If we set $y_1=y_2$,then $m_1x+b_1=m_2x+b_2$. We then solve for $x$ and substitute that value into either equation to get the corresponding $y$ value. The result is the single intersection point of these two straight lines. It will exist provided $m_1 \neq m_2$. I have just made an online interactive plot for you to play with. Sometimes this visual representation is what helps a concept like this to be truly understood.

Try simultaneously solving various equations like these while at the same time dragging the sliders to the appropriate values in this demonstration I have constructed. I think with this, clarity will eventually come to you.

An answer to the actual question:

If we simply add the equations side by side, we get a third equation that has slope equal to the sum of slopes, and $y$ intercept equal to the sum of $y$ intercepts. You can see this by plotting $y_1+y_2$ in the demonstration. This would be a third line that does not necessarily pass through the intersect of the two equations. In order to find the solution to a system of equations, that being the point at which both equations are simultaneously true, we need to set equals to equals, ie. $x$ equal to $x$ or $y$ equal to $y$. In this manner we find the solution to the system.

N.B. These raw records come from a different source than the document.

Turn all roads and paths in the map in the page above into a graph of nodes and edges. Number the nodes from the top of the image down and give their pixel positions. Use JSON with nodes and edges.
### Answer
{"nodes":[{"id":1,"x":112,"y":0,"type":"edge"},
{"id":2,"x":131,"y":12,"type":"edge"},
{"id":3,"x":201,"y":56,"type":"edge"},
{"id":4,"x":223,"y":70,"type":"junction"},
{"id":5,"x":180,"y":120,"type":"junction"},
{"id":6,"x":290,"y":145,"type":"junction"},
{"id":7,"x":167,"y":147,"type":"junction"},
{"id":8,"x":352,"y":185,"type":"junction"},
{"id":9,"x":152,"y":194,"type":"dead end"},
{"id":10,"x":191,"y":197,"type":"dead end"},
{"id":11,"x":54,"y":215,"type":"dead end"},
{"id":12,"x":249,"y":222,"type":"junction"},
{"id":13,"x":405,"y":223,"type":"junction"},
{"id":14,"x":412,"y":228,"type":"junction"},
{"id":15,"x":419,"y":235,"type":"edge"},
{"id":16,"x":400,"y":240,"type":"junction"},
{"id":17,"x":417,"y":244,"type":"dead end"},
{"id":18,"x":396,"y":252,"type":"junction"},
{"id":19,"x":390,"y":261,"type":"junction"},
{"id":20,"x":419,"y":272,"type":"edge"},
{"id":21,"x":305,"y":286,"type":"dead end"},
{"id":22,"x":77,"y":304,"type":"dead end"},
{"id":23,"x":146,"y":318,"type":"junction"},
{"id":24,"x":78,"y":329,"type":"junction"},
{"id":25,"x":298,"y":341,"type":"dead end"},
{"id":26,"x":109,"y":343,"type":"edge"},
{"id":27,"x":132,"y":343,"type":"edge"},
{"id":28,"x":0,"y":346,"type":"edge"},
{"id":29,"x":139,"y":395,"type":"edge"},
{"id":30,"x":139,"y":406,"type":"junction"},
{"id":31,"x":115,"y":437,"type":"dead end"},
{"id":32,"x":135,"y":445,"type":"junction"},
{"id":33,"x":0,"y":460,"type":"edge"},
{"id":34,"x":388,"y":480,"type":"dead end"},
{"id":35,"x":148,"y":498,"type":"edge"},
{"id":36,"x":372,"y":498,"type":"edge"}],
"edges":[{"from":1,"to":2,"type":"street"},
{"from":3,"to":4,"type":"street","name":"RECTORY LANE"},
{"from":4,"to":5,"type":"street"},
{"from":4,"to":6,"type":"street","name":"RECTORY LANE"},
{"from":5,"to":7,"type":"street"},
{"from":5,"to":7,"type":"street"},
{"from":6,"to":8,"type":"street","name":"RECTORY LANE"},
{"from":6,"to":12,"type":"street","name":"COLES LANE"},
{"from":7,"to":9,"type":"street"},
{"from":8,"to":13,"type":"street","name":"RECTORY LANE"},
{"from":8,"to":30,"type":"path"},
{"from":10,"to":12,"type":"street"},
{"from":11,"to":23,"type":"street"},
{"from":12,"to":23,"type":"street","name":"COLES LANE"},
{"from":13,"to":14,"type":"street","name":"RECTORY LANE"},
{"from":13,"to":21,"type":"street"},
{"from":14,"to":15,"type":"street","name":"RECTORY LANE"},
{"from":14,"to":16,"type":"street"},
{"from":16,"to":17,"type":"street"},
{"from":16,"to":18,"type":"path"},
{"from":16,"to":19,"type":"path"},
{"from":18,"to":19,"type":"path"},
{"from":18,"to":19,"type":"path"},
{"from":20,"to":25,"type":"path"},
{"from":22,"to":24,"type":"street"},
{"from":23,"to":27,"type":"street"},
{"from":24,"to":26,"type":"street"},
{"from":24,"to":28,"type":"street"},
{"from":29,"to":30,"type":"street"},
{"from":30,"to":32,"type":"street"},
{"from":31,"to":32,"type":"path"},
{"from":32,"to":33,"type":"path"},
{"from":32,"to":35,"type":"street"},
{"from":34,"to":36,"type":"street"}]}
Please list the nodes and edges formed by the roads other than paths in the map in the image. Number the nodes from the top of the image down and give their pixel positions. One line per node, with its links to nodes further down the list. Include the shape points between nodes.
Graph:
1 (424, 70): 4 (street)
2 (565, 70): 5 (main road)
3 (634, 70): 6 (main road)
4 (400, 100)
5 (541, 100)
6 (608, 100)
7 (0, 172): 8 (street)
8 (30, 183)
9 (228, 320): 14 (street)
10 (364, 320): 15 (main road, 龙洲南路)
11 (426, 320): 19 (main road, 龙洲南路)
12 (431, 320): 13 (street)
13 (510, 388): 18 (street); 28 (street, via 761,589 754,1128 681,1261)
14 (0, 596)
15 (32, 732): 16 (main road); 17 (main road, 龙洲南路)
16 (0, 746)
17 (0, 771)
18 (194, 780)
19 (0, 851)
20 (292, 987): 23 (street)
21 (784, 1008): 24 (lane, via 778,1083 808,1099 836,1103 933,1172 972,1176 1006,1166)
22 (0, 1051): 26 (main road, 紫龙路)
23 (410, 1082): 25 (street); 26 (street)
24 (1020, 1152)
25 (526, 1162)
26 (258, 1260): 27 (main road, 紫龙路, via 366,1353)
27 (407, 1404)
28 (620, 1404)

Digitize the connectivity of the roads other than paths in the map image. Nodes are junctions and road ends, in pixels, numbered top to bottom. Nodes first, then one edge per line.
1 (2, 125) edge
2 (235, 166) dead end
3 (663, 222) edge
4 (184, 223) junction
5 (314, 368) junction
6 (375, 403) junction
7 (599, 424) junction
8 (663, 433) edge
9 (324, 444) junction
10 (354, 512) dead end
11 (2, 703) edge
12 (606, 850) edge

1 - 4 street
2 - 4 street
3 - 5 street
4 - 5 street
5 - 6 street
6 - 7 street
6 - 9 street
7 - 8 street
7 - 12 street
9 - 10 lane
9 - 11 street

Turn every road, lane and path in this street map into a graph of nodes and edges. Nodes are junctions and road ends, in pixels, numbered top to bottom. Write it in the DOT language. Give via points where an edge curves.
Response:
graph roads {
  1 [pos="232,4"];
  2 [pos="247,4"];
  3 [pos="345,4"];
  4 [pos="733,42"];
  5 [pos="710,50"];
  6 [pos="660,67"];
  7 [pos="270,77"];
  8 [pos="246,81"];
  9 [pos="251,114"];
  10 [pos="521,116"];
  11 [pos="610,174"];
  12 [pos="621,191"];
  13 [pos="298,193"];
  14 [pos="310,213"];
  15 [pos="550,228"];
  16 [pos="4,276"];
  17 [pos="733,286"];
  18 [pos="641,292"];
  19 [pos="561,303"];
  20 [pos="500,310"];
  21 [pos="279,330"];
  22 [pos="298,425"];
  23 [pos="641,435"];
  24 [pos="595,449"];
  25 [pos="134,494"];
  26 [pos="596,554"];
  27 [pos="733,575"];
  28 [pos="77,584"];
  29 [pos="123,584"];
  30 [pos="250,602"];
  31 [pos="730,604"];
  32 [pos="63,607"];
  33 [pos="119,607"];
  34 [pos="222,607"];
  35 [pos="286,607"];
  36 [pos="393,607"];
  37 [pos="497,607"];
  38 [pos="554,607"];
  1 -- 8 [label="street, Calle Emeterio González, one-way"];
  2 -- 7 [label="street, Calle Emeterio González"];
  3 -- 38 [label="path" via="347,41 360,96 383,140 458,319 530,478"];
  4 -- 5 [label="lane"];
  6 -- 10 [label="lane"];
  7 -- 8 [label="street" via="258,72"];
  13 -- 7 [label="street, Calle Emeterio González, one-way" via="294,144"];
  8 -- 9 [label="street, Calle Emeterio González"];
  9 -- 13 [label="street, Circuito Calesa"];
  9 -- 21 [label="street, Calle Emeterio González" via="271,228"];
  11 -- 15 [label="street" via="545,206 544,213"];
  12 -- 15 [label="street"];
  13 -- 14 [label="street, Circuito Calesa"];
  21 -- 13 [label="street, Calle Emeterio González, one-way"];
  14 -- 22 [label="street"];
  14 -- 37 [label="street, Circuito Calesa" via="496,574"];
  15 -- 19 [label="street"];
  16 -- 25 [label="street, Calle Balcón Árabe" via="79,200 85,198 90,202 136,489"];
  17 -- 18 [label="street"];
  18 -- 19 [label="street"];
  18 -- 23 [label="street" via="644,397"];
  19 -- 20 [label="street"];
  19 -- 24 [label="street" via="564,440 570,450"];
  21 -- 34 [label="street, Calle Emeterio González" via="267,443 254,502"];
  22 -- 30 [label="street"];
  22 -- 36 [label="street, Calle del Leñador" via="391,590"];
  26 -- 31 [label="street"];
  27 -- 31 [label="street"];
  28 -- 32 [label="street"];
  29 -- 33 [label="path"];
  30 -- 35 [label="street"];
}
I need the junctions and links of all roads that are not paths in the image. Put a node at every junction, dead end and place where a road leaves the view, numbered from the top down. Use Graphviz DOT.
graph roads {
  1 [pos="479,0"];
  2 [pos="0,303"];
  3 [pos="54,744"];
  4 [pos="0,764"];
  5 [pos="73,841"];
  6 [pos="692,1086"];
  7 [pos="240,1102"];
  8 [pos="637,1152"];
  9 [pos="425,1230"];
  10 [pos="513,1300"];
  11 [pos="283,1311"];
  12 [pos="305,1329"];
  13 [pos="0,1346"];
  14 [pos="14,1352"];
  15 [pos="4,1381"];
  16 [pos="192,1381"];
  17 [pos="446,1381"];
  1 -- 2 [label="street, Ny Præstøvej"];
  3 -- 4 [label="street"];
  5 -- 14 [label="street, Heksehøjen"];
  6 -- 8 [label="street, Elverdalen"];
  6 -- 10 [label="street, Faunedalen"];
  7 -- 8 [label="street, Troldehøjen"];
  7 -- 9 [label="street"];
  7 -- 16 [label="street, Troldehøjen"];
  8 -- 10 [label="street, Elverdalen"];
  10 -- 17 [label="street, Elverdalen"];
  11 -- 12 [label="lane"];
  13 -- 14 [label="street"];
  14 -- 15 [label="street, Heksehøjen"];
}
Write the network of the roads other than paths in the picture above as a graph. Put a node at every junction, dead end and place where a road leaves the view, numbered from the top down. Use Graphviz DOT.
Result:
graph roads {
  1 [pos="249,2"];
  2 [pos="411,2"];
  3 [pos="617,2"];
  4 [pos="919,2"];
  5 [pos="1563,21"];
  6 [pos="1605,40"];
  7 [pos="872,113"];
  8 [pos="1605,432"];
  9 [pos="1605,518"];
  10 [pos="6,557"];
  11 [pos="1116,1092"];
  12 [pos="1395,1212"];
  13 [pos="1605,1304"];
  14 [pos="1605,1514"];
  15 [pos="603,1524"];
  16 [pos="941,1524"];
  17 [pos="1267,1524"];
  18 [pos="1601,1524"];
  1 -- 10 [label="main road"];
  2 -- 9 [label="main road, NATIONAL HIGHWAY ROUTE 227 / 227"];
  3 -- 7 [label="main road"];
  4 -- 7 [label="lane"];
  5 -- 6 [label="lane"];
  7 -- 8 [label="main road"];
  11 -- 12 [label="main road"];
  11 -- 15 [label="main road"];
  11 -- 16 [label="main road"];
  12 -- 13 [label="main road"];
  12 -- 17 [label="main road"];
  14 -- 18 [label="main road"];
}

I have two more plots to show you plot 1 is the first, and plot 2 is the other. I think I understand precisely why you are asking this question now after reflecting on what you must be studying. It has to do with operations on systems of equalities, and how after multiplying one equality by a constant, then adding it to the other, you arrive at an equation in one variable, and thus arrive at a solution. You see that the sum intersects when a scalar multiple of one equality is added to the other. If you can manage to add a scalar multiple of one equation to the other in such a way that one of the variables vanishes, then you will have that third equation, it being the sum of two equations (not the originals), and that third equation will indeed intersect at the intersection of the first two equations. Best of clarity and fortune in your studies. :)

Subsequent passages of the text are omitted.